网格搜索是调参的常用方法，它通过遍历所有可能的参数组合来寻找最佳参数。Python代码实现方法如下：

import numpy as np
import pandas as pd
from sklearn.model_selection import train_test_split, GridSearchCV
from sklearn.tree import DecisionTreeClassifier
from sklearn.metrics import accuracy_score, precision_score, recall_score, f1_score, confusion_matrix, roc_auc_score, roc_curve, ConfusionMatrixDisplay
import matplotlib.pyplot as plt

# 生成示例数据
from sklearn.datasets import make_classification

# 生成二分类数据集
X, y = make_classification(n_samples=1000, n_features=20, n_classes=2, random_state=42)

# 将数据集划分为训练集和测试集
X_train, X_test, y_train, y_test = train_test_split(X, y, test_size=0.3, random_state=42)

# 定义决策树模型
model = DecisionTreeClassifier(random_state=42)

# 定义参数网格
param_grid = {
    'max_depth': [None, 10, 20, 30, 40],
    'min_samples_split': [2, 5, 10],
    'min_samples_leaf': [1, 2, 4],
    'max_features': [None, 'sqrt', 'log2'],
    'criterion': ['gini', 'entropy']
}

# 使用GridSearchCV进行调参
grid_search = GridSearchCV(estimator=model, param_grid=param_grid, cv=5, n_jobs=-1, scoring='accuracy')
grid_search.fit(X_train, y_train)

# 输出最佳参数
best_params = grid_search.best_params_
print("Best parameters found: ", best_params)

# 使用最佳参数训练模型
best_model = grid_search.best_estimator_
best_model.fit(X_train, y_train)

# 进行预测
y_pred = best_model.predict(X_test)
y_pred_proba = best_model.predict_proba(X_test)[:, 1]

# 评估模型
accuracy = accuracy_score(y_test, y_pred)
precision = precision_score(y_test, y_pred)
recall = recall_score(y_test, y_pred)
f1 = f1_score(y_test, y_pred)
roc_auc = roc_auc_score(y_test, y_pred_proba)
conf_matrix = confusion_matrix(y_test, y_pred)

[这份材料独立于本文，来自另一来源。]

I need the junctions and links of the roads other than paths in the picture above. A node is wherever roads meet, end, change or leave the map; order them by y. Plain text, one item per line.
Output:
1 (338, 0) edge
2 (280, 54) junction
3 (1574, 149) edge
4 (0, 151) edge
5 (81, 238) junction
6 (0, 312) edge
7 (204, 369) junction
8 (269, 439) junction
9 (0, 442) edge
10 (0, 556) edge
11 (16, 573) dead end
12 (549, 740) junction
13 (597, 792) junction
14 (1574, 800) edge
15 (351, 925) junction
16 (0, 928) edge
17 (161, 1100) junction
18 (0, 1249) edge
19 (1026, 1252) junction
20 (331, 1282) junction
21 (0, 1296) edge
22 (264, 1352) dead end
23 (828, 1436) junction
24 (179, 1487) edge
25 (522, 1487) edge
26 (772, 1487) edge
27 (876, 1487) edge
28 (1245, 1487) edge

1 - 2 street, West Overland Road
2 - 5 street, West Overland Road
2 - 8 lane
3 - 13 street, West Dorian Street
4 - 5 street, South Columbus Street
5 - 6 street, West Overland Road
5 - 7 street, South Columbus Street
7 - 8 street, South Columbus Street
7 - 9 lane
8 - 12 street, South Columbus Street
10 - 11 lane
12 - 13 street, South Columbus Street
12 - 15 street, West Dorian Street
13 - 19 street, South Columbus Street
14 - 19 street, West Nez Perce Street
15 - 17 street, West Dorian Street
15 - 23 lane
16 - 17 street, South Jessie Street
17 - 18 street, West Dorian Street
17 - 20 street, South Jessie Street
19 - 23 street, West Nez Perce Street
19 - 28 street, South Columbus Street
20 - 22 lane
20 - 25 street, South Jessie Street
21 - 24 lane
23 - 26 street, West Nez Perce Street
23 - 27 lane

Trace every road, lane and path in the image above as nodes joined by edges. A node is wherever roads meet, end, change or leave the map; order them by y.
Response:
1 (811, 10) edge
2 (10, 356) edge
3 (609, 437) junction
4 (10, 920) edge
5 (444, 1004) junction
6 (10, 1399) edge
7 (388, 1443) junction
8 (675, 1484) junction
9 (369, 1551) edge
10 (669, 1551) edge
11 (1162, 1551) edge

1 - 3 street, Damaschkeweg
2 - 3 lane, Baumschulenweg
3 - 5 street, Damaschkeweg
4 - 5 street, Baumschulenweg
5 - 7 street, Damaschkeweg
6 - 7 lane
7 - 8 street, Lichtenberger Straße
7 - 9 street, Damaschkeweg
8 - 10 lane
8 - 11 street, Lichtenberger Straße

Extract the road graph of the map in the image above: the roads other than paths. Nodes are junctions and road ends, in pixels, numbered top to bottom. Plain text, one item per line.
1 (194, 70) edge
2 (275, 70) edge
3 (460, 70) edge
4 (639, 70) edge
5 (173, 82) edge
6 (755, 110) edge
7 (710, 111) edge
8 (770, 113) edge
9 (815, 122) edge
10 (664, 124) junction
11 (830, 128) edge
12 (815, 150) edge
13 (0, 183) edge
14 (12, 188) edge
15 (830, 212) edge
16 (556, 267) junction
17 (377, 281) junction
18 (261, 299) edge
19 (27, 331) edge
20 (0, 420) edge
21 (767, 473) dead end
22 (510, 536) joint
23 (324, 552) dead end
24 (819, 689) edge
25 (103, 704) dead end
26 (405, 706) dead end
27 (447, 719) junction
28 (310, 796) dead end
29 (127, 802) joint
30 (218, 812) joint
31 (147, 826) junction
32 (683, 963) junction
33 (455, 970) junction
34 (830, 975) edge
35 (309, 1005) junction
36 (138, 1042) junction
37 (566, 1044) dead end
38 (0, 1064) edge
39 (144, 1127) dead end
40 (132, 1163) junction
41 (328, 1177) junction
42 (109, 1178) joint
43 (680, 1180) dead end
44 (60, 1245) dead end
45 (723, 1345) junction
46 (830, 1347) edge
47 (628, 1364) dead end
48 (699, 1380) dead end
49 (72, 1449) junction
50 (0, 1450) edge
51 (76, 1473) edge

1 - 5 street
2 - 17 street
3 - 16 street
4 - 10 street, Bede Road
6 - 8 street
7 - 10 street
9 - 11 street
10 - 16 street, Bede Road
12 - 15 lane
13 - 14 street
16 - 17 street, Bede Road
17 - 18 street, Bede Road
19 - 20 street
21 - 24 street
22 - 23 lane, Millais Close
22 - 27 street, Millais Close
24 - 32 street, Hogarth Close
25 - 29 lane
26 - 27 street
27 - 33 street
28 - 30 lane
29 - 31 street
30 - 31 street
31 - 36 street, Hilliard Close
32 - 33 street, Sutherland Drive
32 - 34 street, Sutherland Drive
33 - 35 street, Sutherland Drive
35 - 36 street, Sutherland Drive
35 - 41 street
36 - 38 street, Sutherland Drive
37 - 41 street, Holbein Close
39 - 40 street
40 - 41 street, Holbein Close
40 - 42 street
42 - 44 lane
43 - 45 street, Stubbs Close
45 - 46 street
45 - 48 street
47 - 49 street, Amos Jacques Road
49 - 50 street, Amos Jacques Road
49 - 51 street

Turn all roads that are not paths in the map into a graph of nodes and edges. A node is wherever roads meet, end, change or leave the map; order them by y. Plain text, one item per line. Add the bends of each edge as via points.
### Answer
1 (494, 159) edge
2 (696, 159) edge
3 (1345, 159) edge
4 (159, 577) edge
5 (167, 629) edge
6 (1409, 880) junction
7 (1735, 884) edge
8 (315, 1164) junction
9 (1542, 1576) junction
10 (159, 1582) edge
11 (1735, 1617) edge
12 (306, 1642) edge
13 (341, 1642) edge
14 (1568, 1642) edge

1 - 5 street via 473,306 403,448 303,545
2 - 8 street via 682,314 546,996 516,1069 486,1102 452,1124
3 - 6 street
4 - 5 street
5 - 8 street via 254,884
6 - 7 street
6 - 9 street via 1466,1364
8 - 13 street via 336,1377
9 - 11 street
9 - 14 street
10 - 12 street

print(f"Accuracy: {accuracy}")
print(f"Precision: {precision}")
print(f"Recall: {recall}")
print(f"F1 Score: {f1}")
print(f"ROC AUC Score: {roc_auc}")
print("Confusion Matrix:")
print(conf_matrix)

# 绘制混淆矩阵图
plt.figure(figsize=(8, 6))
sns.heatmap(conf_matrix, annot=True, fmt='d', cmap='Blues', xticklabels=['Predicted 0', 'Predicted 1'], yticklabels=['Actual 0', 'Actual 1'])
plt.title('Confusion Matrix')
plt.xlabel('Predicted')
plt.ylabel('Actual')
plt.show()

# 绘制ROC曲线
fpr, tpr, _ = roc_curve(y_test, y_pred_proba)
plt.figure(figsize=(8, 6))
plt.plot(fpr, tpr, color='darkorange', lw=2, label='ROC curve (area = %0.2f)' % roc_auc)
plt.plot([0, 1], [0, 1], color='navy', lw=2, linestyle='--')
plt.xlim([0.0, 1.0])
plt.ylim([0.0, 1.05])
plt.xlabel('False Positive Rate')
plt.ylabel('True Positive Rate')
plt.title('Receiver Operating Characteristic')
plt.legend(loc="lower right")
plt.show()

4.4代码说明

数据生成和分割：
- 使用 make_classification 生成一个二分类数据集，包含1000个样本和20个特征。
- 使用 train_test_split 将数据集划分为训练集和测试集，测试集比例为30%。
模型定义和参数网格：
- 创建一个决策树分类模型 DecisionTreeClassifier。
- 定义一个参数网格，包括max_depth, min_samples_split, min_samples_leaf, max_features 和 criterion。
网格搜索：
- 使用 GridSearchCV 对决策树模型进行调参，寻找最佳参数组合。
模型训练和评估：
- 使用最佳参数训练决策树模型，并对测试集进行预测。
- 评估模型的准确率、精确率、召回率、F1得分和ROC AUC得分，输出混淆矩阵。
- 绘制混淆矩阵图和ROC曲线图。